If states are unable to provide employment to a worker within 15 days of the request, they are liable to pay unemployment benefits. The Centre will then decide the budget allocation for each state. Any spending by states exceeding this amount will have to be funded by them.
For 2025-26, the Centre had allocated ₹86,000 crore to the MGNREGS, one of the top expenditure items in its budget.
Once the new 60:40 formula is implemented, states will face an additional burden of around ₹30,000-40,000 crore, said Paras Jasrai, associate director and economist at India Ratings and Research.
This comes when state finances are already strained by populist schemes, weak nominal gross domestic product (GDP) growth and subdued tax buoyancy. Additionally, market demand has remained subdued among long-term investors and banks.

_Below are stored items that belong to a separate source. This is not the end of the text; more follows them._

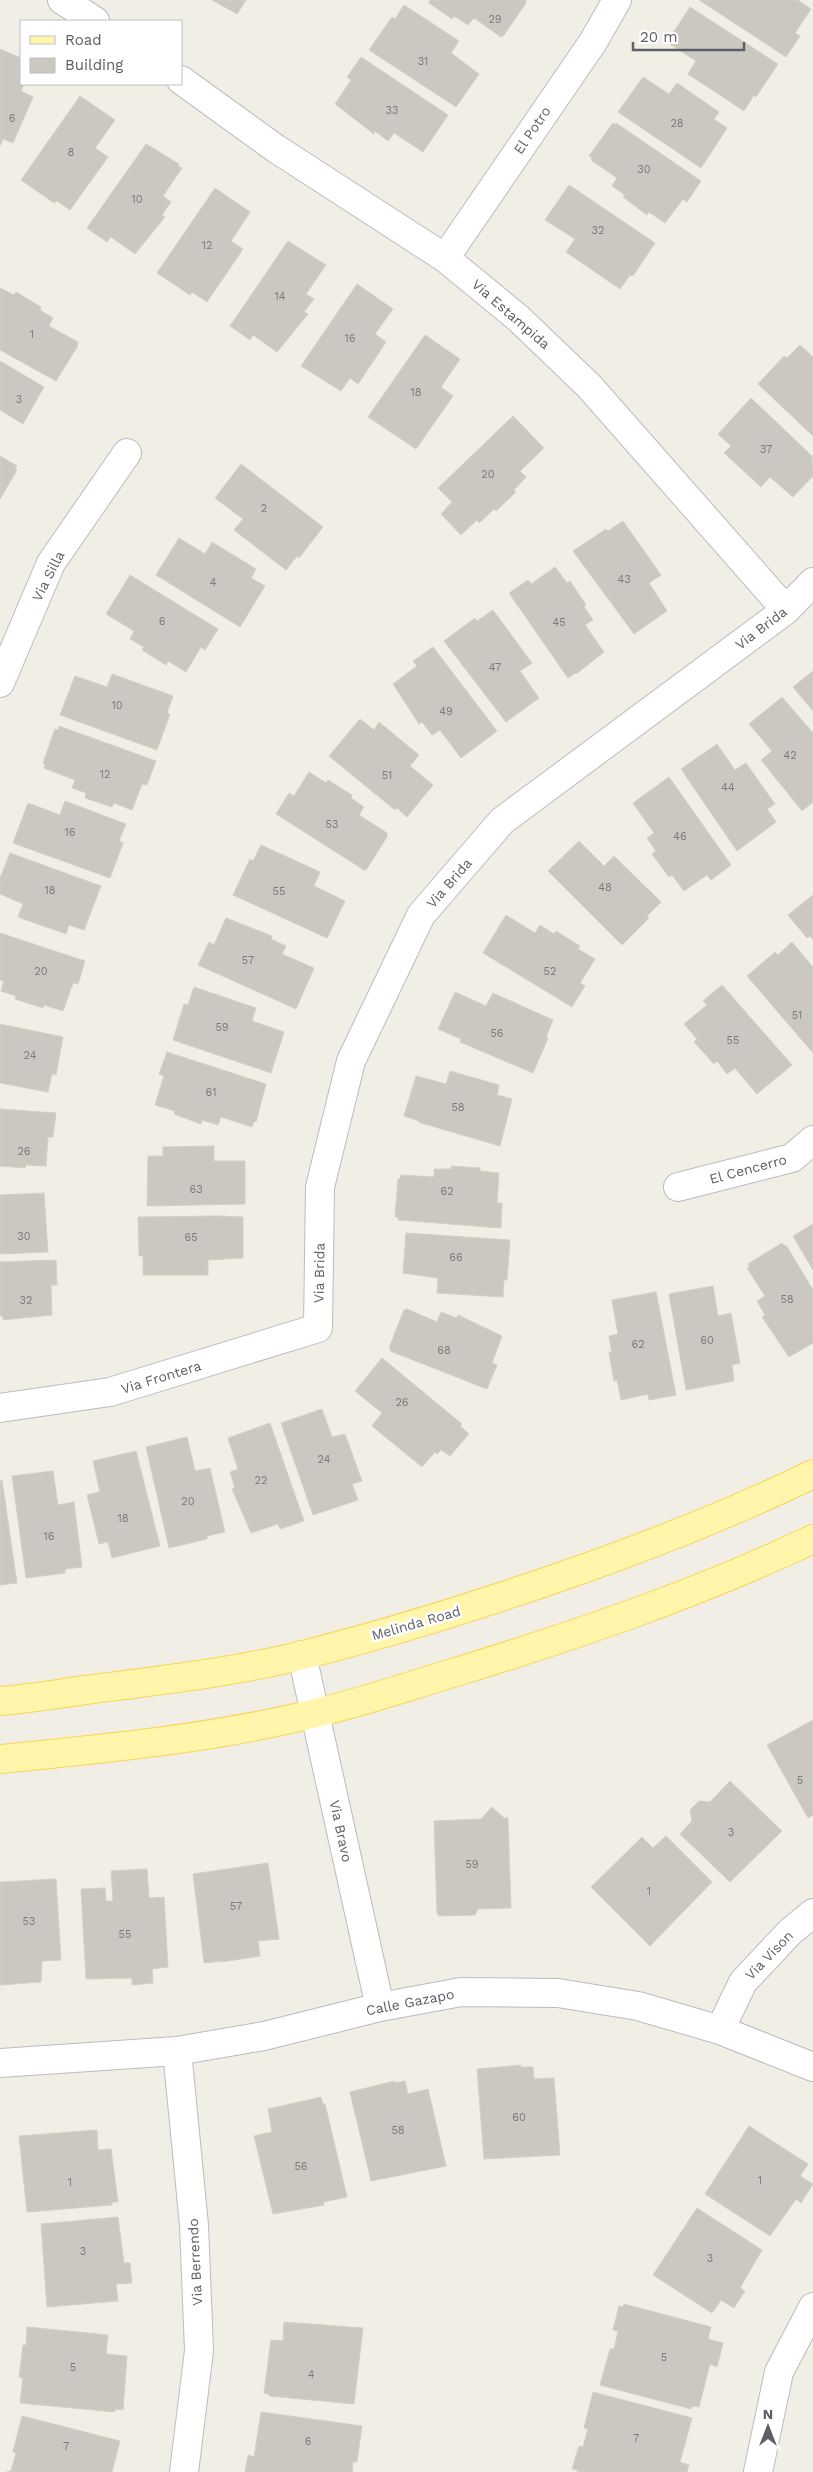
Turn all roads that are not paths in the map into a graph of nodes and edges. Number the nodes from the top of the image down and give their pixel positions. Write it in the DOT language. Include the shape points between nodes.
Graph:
graph roads {
  1 [pos="63,0"];
  2 [pos="617,0"];
  3 [pos="93,20"];
  4 [pos="182,81"];
  5 [pos="445,258"];
  6 [pos="127,453"];
  7 [pos="813,582"];
  8 [pos="786,610"];
  9 [pos="0,683"];
  10 [pos="813,1140"];
  11 [pos="678,1187"];
  12 [pos="318,1328"];
  13 [pos="0,1408"];
  14 [pos="813,1474"];
  15 [pos="813,1539"];
  16 [pos="302,1655"];
  17 [pos="0,1701"];
  18 [pos="315,1714"];
  19 [pos="0,1759"];
  20 [pos="813,1913"];
  21 [pos="380,2007"];
  22 [pos="720,2030"];
  23 [pos="177,2051"];
  24 [pos="0,2062"];
  25 [pos="813,2067"];
  26 [pos="813,2307"];
  27 [pos="184,2472"];
  28 [pos="758,2472"];
  1 -- 3 [label="street"];
  2 -- 5 [label="street, El Potro" via="593,42"];
  4 -- 5 [label="street, Via Estampida" via="274,148"];
  5 -- 8 [label="street, Via Estampida" via="518,318 589,386"];
  6 -- 9 [label="street, Via Silla" via="51,564"];
  7 -- 8 [label="street, Via Brida"];
  8 -- 12 [label="street, Via Brida" via="502,821 421,915 351,1062 320,1187"];
  10 -- 11 [label="street, El Cencerro" via="792,1158"];
  12 -- 13 [label="street, Via Frontera" via="110,1392"];
  14 -- 16 [label="main road, Melinda Road" via="757,1502 582,1569 485,1603"];
  15 -- 18 [label="main road" via="656,1604 530,1649"];
  16 -- 17 [label="main road, Melinda Road" via="135,1684"];
  16 -- 18 [label="street, Via Bravo"];
  18 -- 19 [label="main road" via="121,1746"];
  18 -- 21 [label="street, Via Bravo"];
  20 -- 22 [label="street, Via Vison" via="742,1982"];
  21 -- 22 [label="street, Calle Gazapo" via="461,1992 558,1993 638,2006"];
  21 -- 23 [label="street, Calle Gazapo" via="264,2036"];
  22 -- 25 [label="street, Calle Gazapo"];
  23 -- 24 [label="street, Calle Gazapo"];
  23 -- 27 [label="street, Via Berrendo" via="194,2225 199,2351"];
  26 -- 28 [label="street" via="779,2372"];
}
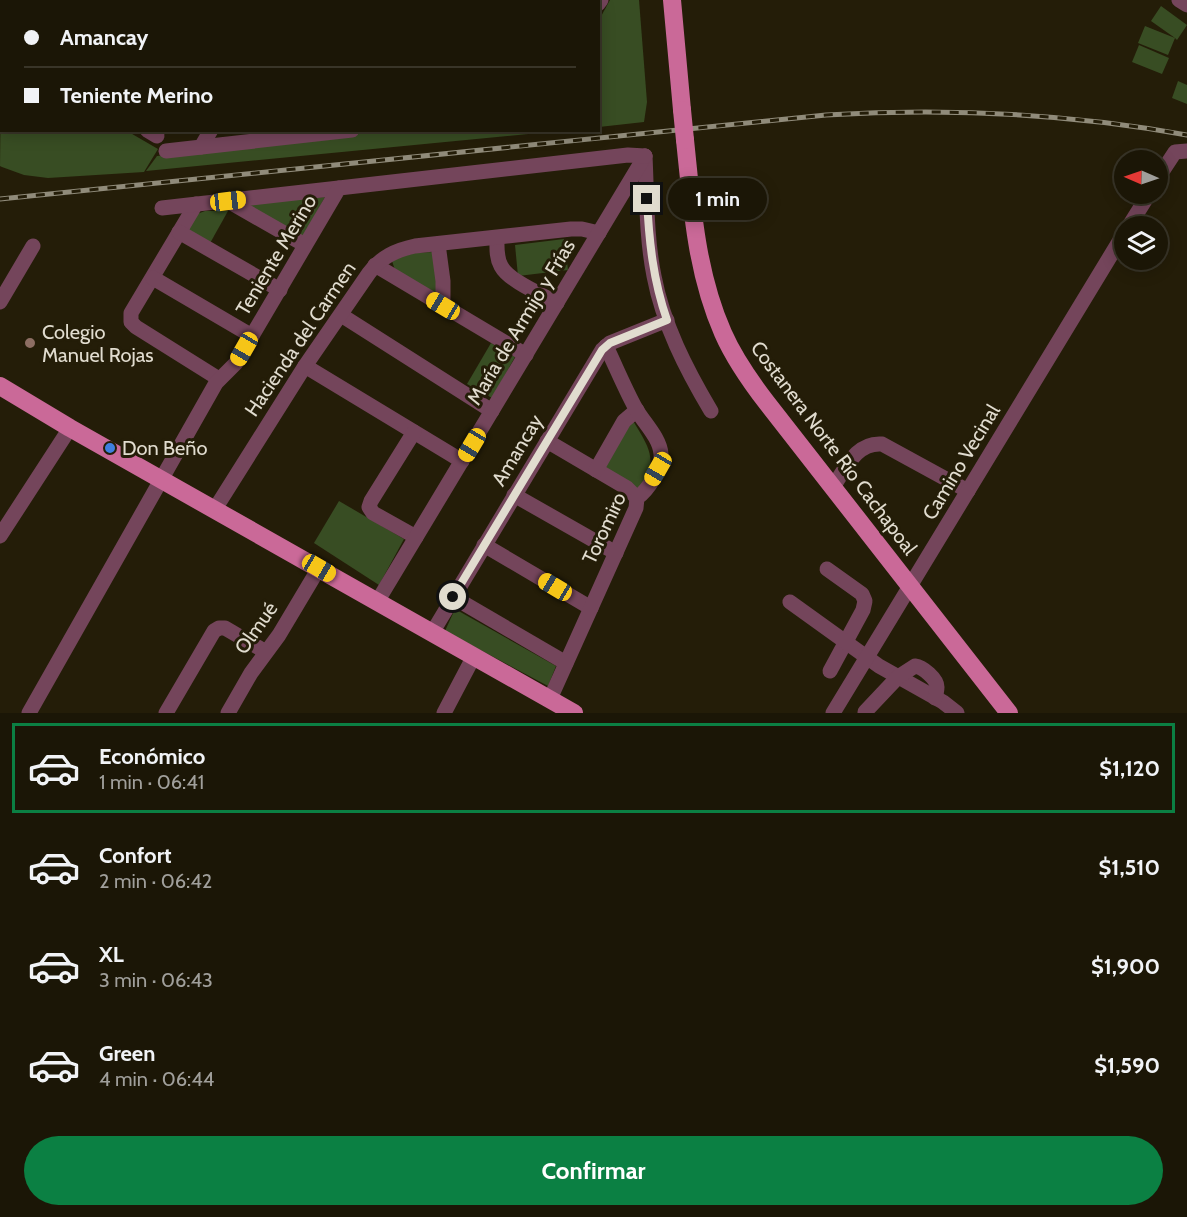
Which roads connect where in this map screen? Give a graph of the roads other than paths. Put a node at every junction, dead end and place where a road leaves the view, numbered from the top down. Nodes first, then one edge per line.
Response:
1 (672, 0) edge
2 (1179, 0) edge
3 (1187, 5) edge
4 (210, 132) edge
5 (322, 132) edge
6 (291, 134) edge
7 (201, 147) junction
8 (166, 151) dead end
9 (1187, 151) edge
10 (645, 156) junction
11 (1168, 163) edge
12 (339, 188) junction
13 (228, 201) junction
14 (196, 204) junction
15 (162, 208) dead end
16 (179, 232) junction
17 (599, 233) junction
18 (496, 238) junction
19 (438, 244) junction
20 (305, 245) junction
21 (33, 246) dead end
22 (1114, 250) edge
23 (375, 265) junction
24 (153, 278) junction
25 (280, 290) junction
26 (0, 302) edge
27 (557, 303) junction
28 (443, 306) junction
29 (341, 315) junction
30 (667, 320) junction
31 (252, 336) junction
32 (606, 346) junction
33 (526, 355) junction
34 (305, 366) junction
35 (219, 379) junction
36 (0, 386) edge
37 (637, 410) junction
38 (492, 411) junction
39 (711, 411) dead end
40 (70, 428) junction
41 (414, 432) junction
42 (547, 441) junction
43 (462, 461) junction
44 (596, 470) junction
45 (161, 479) junction
46 (833, 487) junction
47 (968, 490) junction
48 (514, 495) junction
49 (637, 498) junction
50 (215, 510) junction
51 (0, 536) edge
52 (416, 537) junction
53 (484, 545) junction
54 (616, 553) junction
55 (319, 568) junction
56 (827, 569) dead end
57 (910, 585) junction
58 (453, 597) junction
59 (377, 602) junction
60 (789, 602) dead end
61 (591, 608) junction
62 (432, 633) junction
63 (845, 643) junction
64 (266, 652) junction
65 (474, 656) junction
66 (867, 658) junction
67 (566, 663) junction
68 (830, 671) dead end
69 (898, 677) junction
70 (550, 699) junction
71 (865, 712) edge
72 (29, 713) edge
73 (166, 713) edge
74 (228, 713) edge
75 (444, 713) edge
76 (574, 713) edge
77 (833, 713) edge
78 (957, 713) edge
79 (1009, 713) edge

1 - 46 main road, Costanera Norte Río Cachapoal, bridge
2 - 3 street
4 - 7 street
5 - 6 street
6 - 7 street
7 - 8 street
9 - 11 street
10 - 12 street, Teniente Merino
10 - 17 street, María de Armijo y Frías
10 - 30 street
12 - 13 street
12 - 20 street, Teniente Merino
13 - 14 street
13 - 20 street
14 - 15 street
14 - 16 street
16 - 24 street
16 - 25 street
17 - 18 street, Hacienda del Carmen
17 - 27 street, María de Armijo y Frías
18 - 19 street, Hacienda del Carmen
18 - 27 street
19 - 23 street, Hacienda del Carmen
19 - 28 street
20 - 25 street, Teniente Merino
21 - 26 street
22 - 47 street, Camino Vecinal
23 - 28 street
23 - 29 street, Hacienda del Carmen
24 - 31 street
24 - 35 street
25 - 31 street, Teniente Merino
27 - 33 street, María de Armijo y Frías
28 - 33 street
29 - 34 street, Hacienda del Carmen
29 - 38 street
30 - 32 street
30 - 39 street
31 - 35 street, Teniente Merino
32 - 37 street, Toromiro
32 - 42 street, Amancay
33 - 38 street, María de Armijo y Frías
34 - 41 street
34 - 50 street, Hacienda del Carmen
35 - 45 street, Teniente Merino
36 - 40 main road
37 - 44 street
37 - 49 street, Toromiro
38 - 43 street, María de Armijo y Frías
40 - 45 main road
40 - 51 street
41 - 43 street
41 - 52 street
42 - 44 street
42 - 48 street, Amancay
43 - 52 street, María de Armijo y Frías
44 - 49 street
45 - 50 main road
45 - 72 street, Teniente Merino
46 - 47 street
46 - 57 main road, Costanera Norte Río Cachapoal
47 - 57 street, Camino Vecinal
48 - 53 street, Amancay
48 - 54 street
49 - 54 street, Toromiro
50 - 55 main road
52 - 59 street, María de Armijo y Frías
53 - 58 street, Amancay
53 - 61 street
54 - 61 street, Toromiro
55 - 59 main road
55 - 64 street, Olmué
56 - 63 street
57 - 66 street, Camino Vecinal
57 - 79 main road, Costanera Norte Río Cachapoal
58 - 62 street, Amancay
58 - 67 street
59 - 62 main road
60 - 63 street
61 - 67 street, Toromiro
62 - 65 main road
63 - 66 street
63 - 68 street
64 - 73 street
64 - 74 street, Olmué
65 - 70 main road
65 - 75 street
66 - 69 street
66 - 77 street, Camino Vecinal
67 - 70 street, Toromiro
69 - 71 street
69 - 78 street
70 - 76 main road

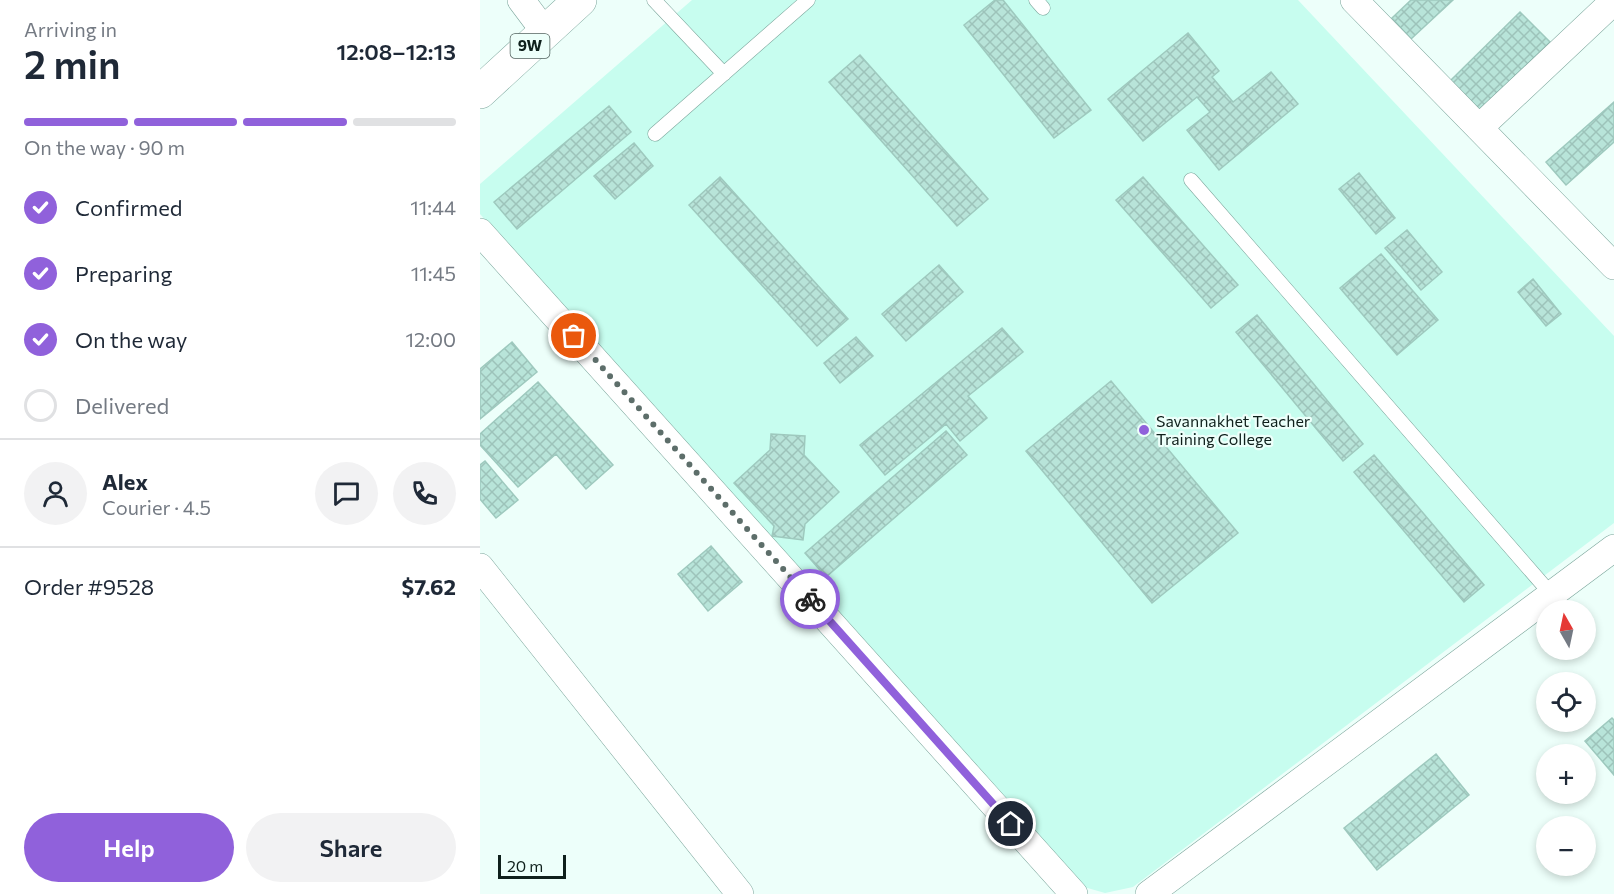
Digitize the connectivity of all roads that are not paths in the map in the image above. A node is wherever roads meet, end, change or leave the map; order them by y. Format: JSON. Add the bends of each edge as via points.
{"nodes":[{"id":1,"x":521,"y":0,"type":"edge"},
{"id":2,"x":580,"y":0,"type":"edge"},
{"id":3,"x":654,"y":0,"type":"edge"},
{"id":4,"x":808,"y":0,"type":"edge"},
{"id":5,"x":1354,"y":0,"type":"edge"},
{"id":6,"x":1614,"y":1,"type":"edge"},
{"id":7,"x":546,"y":32,"type":"junction"},
{"id":8,"x":724,"y":74,"type":"junction"},
{"id":9,"x":480,"y":92,"type":"edge"},
{"id":10,"x":1479,"y":128,"type":"junction"},
{"id":11,"x":655,"y":134,"type":"dead end"},
{"id":12,"x":1191,"y":180,"type":"dead end"},
{"id":13,"x":480,"y":232,"type":"edge"},
{"id":14,"x":1614,"y":266,"type":"edge"},
{"id":15,"x":1614,"y":548,"type":"edge"},
{"id":16,"x":480,"y":567,"type":"edge"},
{"id":17,"x":1551,"y":594,"type":"junction"},
{"id":18,"x":740,"y":894,"type":"edge"},
{"id":19,"x":1074,"y":894,"type":"edge"},
{"id":20,"x":1149,"y":894,"type":"edge"}],
"edges":[{"from":1,"to":7,"type":"street"},
{"from":2,"to":7,"type":"highway","number":"9W"},
{"from":3,"to":8,"type":"lane"},
{"from":4,"to":8,"type":"lane"},
{"from":5,"to":10,"type":"street"},
{"from":6,"to":10,"type":"street"},
{"from":7,"to":9,"type":"highway","number":"9W"},
{"from":8,"to":11,"type":"lane"},
{"from":10,"to":14,"type":"street"},
{"from":12,"to":17,"type":"lane"},
{"from":13,"to":19,"type":"street"},
{"from":15,"to":17,"type":"street"},
{"from":16,"to":18,"type":"street"},
{"from":17,"to":20,"type":"street"}]}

“In the upcoming budget, state borrowings are going to go up while the Centre may still manage it. I have heard numbers as high as a 20% increase in state borrowing. Now, with the change in the MGNREGA, it will have a state liability also. So, now if state borrowings go up, you will see a further yield pressure coming in,” a senior treasury official at a private bank said, on condition of anonymity.
In 2024-25, states borrowed ₹10.73 trillion, 7% higher than 2023-24.
The pipeline is already heavy even before the impact of the MGNREGS revamp is factored in.
So far in 2025-26, they have raised ₹6.84 trillion from the market, which accounted for over 81% of their planned borrowing as of the December quarter, according to a 16 December Bank of Baroda report. During the corresponding period in the previous fiscal, the states had borrowed ₹5.84 trillion.
The 2025-26 budget estimate has pegged the states’ combined fiscal deficit at ₹11.4 trillion, or 3.2% of GDP, within the indicative limit of 3.5% of GSDP (gross state domestic product) ratio allowed by the central government, India Ratings and Research said in a 6 May report.
Implications
Widening of spreads across the market often signals increased risk aversion among investors, resulting in higher borrowing costs.
So far, bond markets have been pinning their hopes on the March quarter. They expected more demand from pension funds and foreign portfolio investors to return from the holiday season and invest in government bonds, bringing down yields and compressing spreads.
“But with more and more such news coming with the supply in SDL will be higher, globally dollar is not cooling off, and Japanese depreciation is also happening, it looks difficult for the bond market to show any softness going forward,” another private-bank treasury official said, on condition of anonymity.
The SDL abundance could come even as the Reserve Bank of India (RBI) is pushing more liquidity into the banking system to soften the yields. On Tuesday, the RBI said it would ramp up liquidity operations next week and in January with large-scale open market operations (OMOs) of ₹2 trillion and a dollar-rupee buy/sell swap auction of $10 billion, amid tight systemic liquidity and sustained pressure on the rupee.
“I think the next big thing is actually the budget because that will determine where your yields are headed. And if I were to hazard a guess, I would not be surprised if 10-year G-sec touches 6.75%,” the first treasury official quoted earlier said.
While some market participants believe that the revamp of the MGNREGS is a step towards greater fiscal discipline, most expect higher state borrowing calendars in the near term.
An additional fiscal burden would coincide with uncertainty around the 16th Finance Commission’s recommendations and ongoing debates over devolution and income transfers, particularly involving southern states such as Tamil Nadu and Karnataka, Jasrai of India Ratings said.
“With nominal GDP growth running below 9%, tax buoyancy has been weak,” he said. “States may be forced to raise non-GST (goods and services tax) taxes, rationalize user charges, or cut back on capital expenditure growth.”